(Task statement): Which lines in the records below contain the word "above"? Report each of them.

(Records shown):
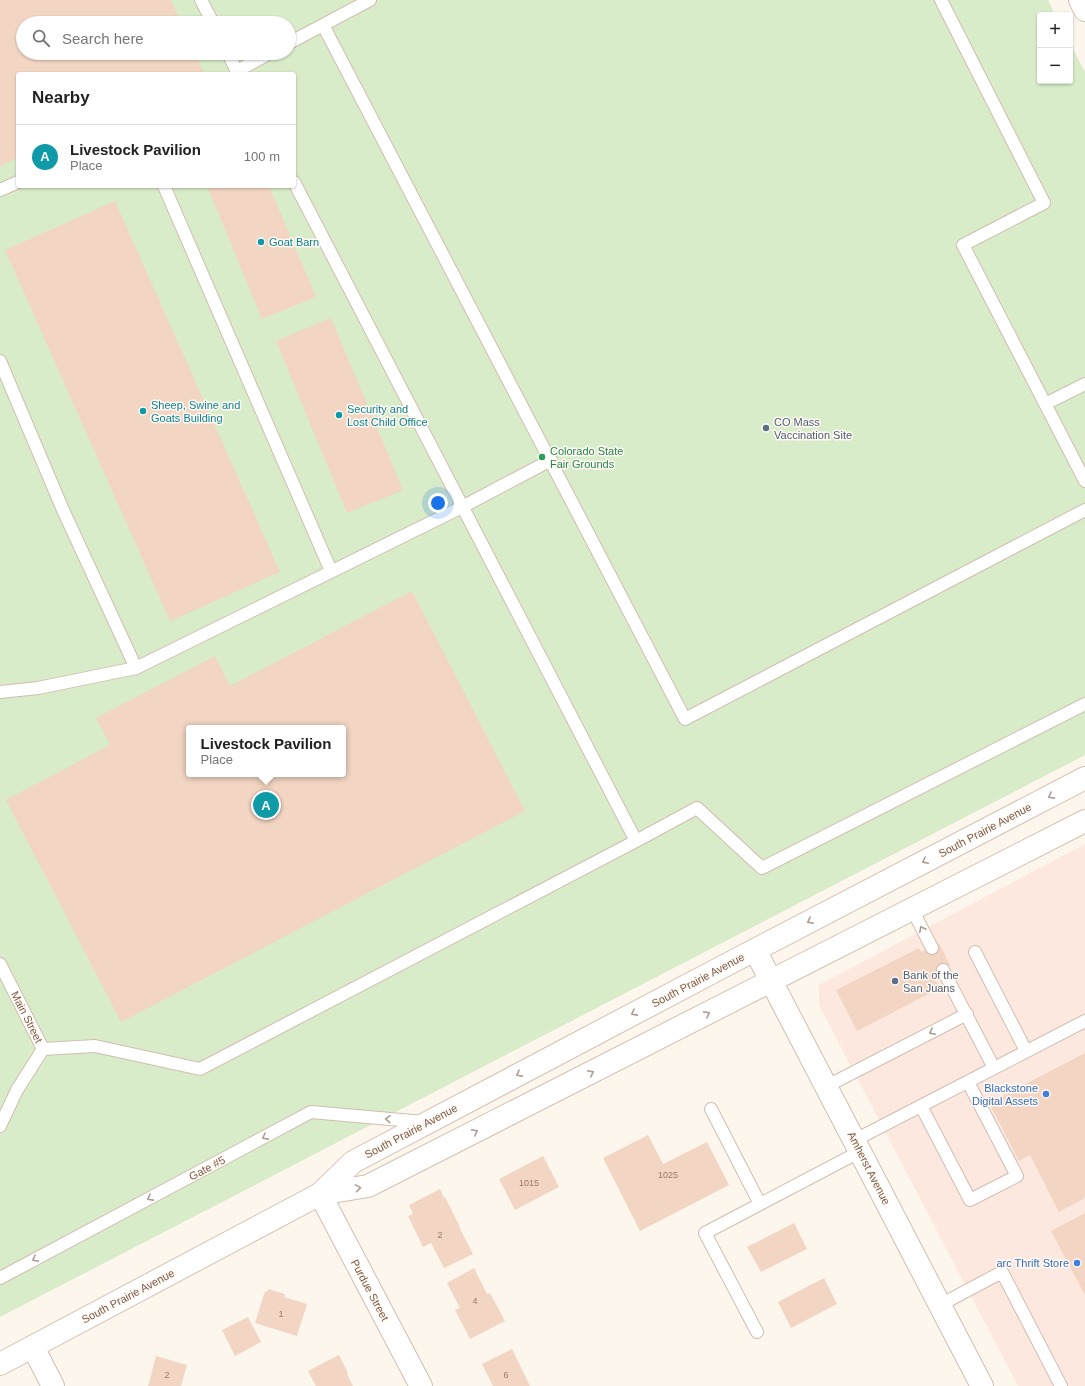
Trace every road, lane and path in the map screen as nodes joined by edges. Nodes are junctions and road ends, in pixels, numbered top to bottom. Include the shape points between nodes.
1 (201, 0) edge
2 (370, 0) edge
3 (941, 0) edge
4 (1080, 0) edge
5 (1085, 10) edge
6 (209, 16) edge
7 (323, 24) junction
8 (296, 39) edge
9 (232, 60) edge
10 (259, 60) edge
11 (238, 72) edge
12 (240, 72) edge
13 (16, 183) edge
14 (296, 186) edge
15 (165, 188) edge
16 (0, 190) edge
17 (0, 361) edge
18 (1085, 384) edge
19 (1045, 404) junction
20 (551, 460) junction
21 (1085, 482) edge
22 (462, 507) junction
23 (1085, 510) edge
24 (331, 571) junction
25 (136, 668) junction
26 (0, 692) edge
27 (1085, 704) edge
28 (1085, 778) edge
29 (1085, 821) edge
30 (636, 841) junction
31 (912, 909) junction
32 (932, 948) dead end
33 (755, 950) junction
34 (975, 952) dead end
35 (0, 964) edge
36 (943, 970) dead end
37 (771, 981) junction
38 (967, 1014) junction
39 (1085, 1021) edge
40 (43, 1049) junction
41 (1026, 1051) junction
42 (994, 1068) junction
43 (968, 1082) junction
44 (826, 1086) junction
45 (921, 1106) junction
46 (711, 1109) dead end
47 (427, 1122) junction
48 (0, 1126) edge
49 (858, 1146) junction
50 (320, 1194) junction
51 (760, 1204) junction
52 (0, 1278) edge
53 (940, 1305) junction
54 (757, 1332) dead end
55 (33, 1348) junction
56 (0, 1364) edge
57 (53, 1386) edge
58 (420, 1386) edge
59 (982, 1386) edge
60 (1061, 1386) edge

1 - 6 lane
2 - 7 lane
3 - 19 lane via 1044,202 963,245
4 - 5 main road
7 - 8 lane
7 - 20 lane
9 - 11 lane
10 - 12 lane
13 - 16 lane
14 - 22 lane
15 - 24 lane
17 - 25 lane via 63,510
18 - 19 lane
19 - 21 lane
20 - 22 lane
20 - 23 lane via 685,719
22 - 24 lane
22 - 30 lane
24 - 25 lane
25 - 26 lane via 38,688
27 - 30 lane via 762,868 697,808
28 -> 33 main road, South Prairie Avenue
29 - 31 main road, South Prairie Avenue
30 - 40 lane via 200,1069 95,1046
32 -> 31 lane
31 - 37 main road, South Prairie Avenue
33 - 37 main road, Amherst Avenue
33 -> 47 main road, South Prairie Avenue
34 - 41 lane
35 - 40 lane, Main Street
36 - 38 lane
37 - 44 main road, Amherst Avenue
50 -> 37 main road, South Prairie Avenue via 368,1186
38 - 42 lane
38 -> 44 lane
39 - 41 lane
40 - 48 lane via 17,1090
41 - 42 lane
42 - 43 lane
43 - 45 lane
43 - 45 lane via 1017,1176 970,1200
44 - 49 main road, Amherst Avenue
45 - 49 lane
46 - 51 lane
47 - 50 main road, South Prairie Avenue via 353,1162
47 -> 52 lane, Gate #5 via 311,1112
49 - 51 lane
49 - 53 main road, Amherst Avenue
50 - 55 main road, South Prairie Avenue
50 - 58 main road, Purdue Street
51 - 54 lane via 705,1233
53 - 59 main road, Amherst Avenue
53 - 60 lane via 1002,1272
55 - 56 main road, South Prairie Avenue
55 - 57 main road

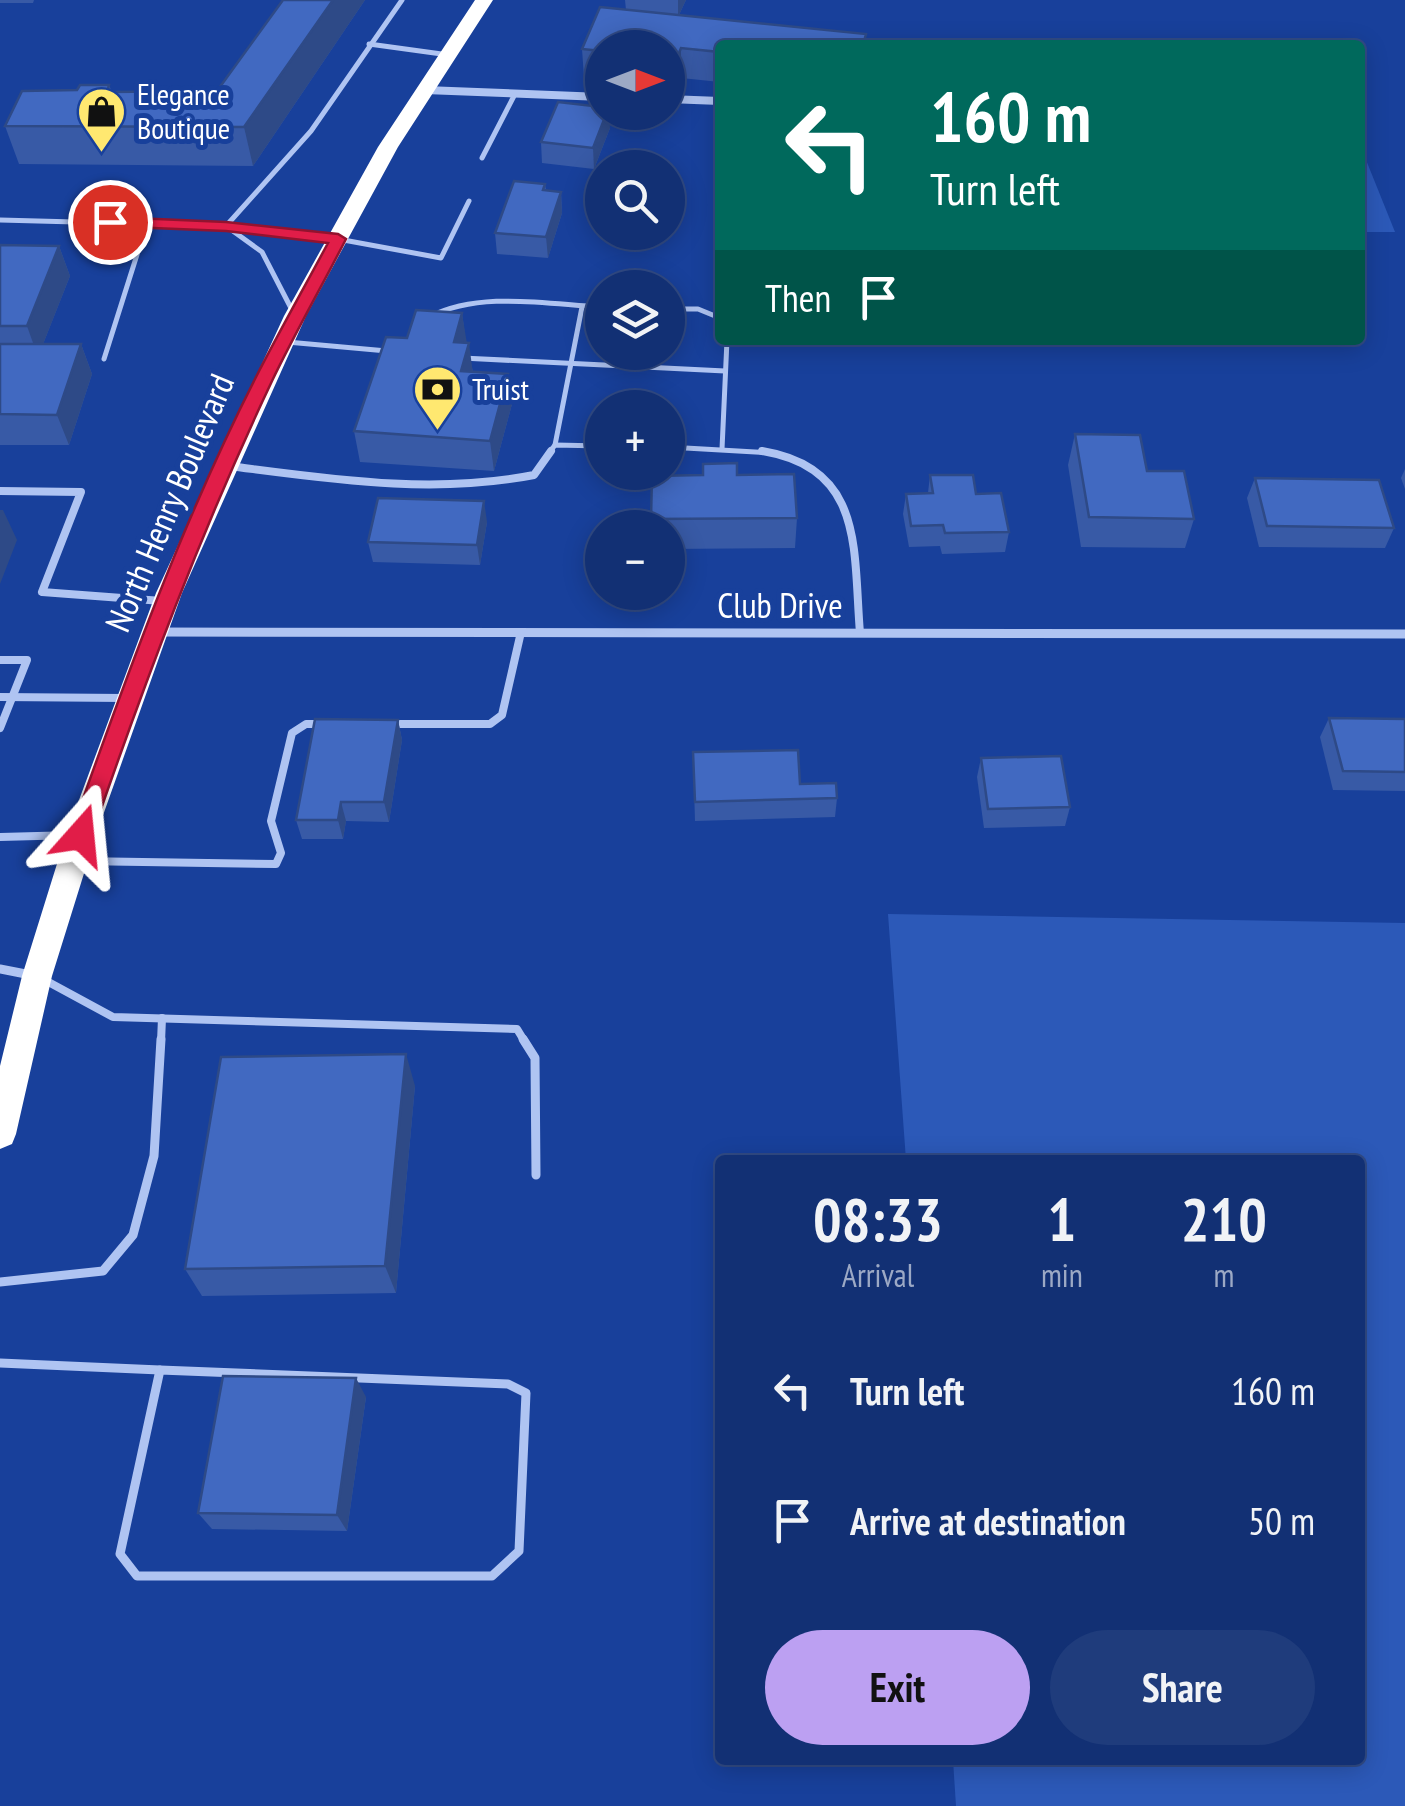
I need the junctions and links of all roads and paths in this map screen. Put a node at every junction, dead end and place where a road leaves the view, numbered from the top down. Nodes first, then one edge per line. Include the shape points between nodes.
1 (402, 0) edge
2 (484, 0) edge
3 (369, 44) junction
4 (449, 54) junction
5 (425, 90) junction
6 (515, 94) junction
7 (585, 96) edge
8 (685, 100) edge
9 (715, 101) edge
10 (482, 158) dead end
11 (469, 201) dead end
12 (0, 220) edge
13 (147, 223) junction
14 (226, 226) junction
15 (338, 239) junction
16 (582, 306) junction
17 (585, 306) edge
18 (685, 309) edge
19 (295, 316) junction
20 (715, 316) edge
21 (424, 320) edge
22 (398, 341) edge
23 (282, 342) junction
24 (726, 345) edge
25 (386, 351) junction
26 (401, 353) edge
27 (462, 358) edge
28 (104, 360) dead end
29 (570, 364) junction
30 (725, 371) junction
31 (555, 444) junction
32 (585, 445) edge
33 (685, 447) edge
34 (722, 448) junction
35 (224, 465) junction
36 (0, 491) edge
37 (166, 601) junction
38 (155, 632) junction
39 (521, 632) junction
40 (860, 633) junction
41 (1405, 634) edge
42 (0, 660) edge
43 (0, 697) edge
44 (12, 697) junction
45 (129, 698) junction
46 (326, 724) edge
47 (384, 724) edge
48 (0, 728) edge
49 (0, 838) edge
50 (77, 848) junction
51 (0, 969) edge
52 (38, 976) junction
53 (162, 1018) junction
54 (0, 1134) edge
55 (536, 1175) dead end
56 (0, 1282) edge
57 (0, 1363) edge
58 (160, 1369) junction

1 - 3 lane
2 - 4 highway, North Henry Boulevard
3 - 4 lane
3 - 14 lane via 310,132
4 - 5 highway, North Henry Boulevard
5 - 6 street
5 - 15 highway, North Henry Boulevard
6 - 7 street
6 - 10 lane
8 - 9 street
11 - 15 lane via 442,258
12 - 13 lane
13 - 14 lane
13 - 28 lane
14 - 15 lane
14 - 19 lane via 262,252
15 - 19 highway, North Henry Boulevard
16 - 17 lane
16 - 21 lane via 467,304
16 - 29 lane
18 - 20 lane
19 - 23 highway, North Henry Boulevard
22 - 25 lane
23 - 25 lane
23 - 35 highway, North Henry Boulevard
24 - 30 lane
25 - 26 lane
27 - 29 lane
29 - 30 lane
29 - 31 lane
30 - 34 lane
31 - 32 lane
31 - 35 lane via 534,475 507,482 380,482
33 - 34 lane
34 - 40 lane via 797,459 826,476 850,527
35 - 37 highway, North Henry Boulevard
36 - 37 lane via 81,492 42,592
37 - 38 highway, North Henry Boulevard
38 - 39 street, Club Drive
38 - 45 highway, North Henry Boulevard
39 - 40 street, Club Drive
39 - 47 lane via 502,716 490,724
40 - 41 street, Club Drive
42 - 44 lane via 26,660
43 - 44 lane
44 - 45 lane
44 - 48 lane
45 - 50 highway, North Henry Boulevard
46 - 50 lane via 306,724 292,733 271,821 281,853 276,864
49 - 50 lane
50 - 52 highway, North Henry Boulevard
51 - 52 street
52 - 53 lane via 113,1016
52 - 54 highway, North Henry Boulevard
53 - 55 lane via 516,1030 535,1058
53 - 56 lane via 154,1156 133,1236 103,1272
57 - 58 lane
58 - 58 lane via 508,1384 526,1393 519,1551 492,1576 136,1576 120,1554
* * *
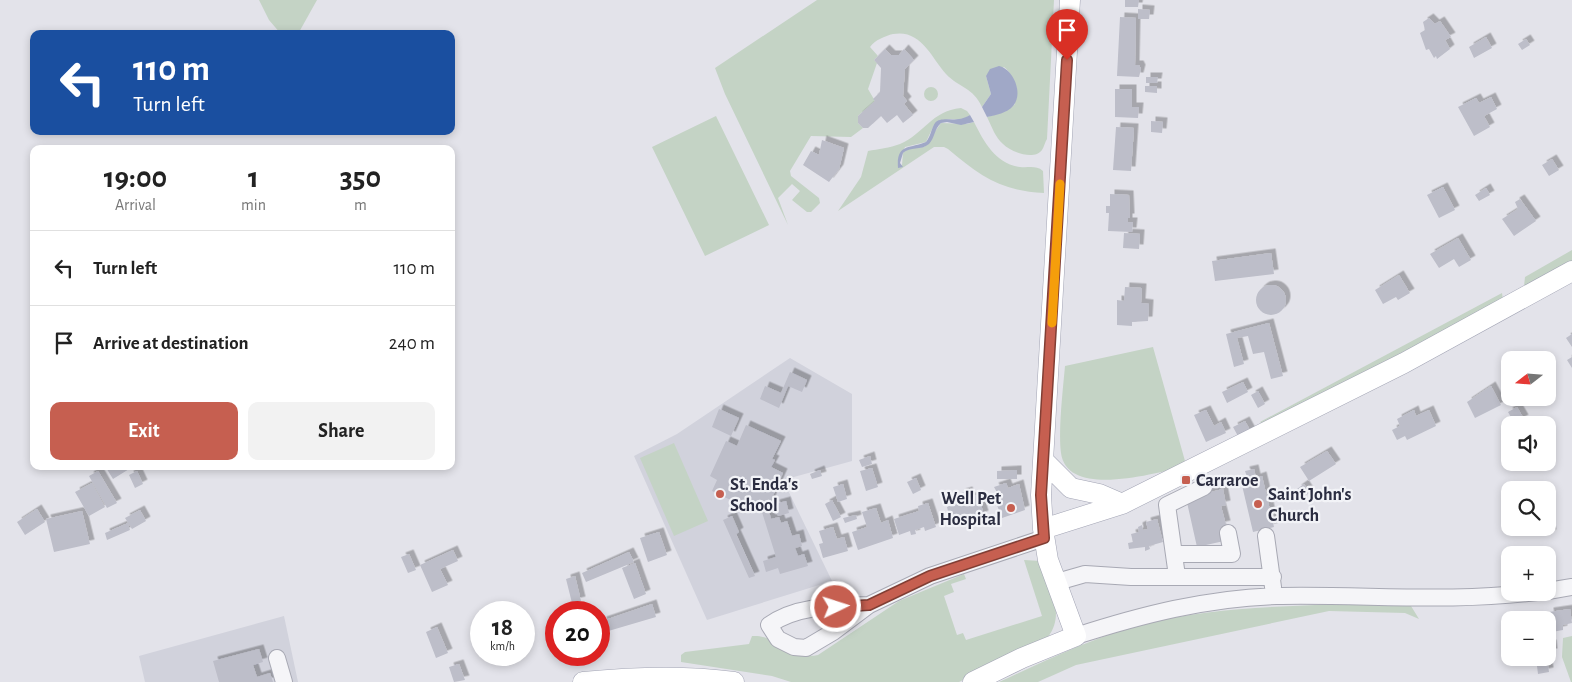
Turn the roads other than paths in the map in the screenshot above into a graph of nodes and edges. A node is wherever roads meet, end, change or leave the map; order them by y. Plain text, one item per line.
...
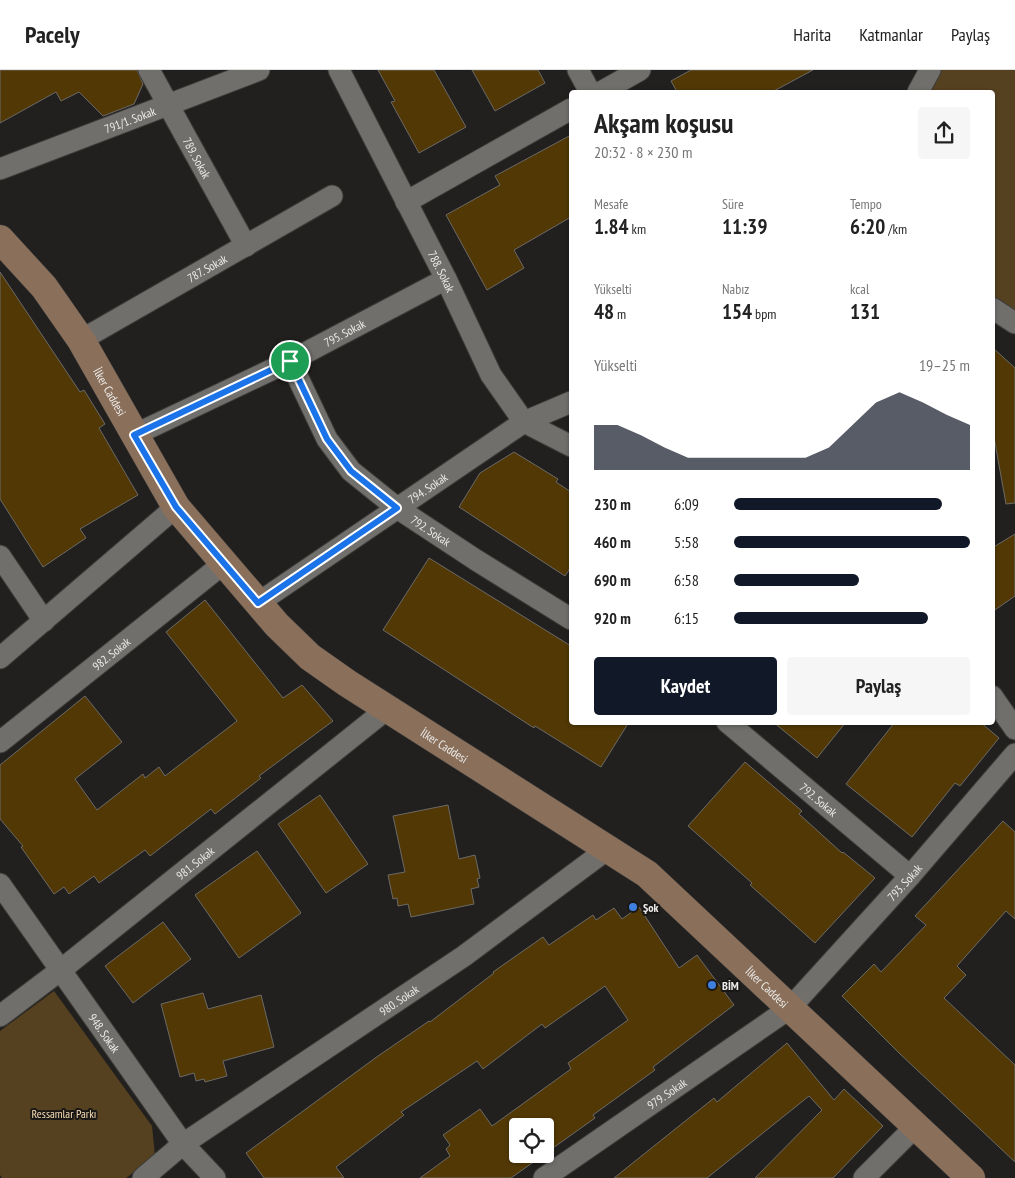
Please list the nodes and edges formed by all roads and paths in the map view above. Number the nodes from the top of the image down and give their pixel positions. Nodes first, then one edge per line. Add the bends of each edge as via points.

(Answer):
Turn the roads other than paths in the map in the screenshot above into a graph of nodes and edges. A node is wherever roads meet, end, change or leave the map; order them by y. Plain text, one item per line.
Please list the nodes and edges formed by all roads and paths in the map view above. Number the nodes from the top of the image down and give their pixel positions. Nodes first, then one edge per line. Add the bends of each edge as via points.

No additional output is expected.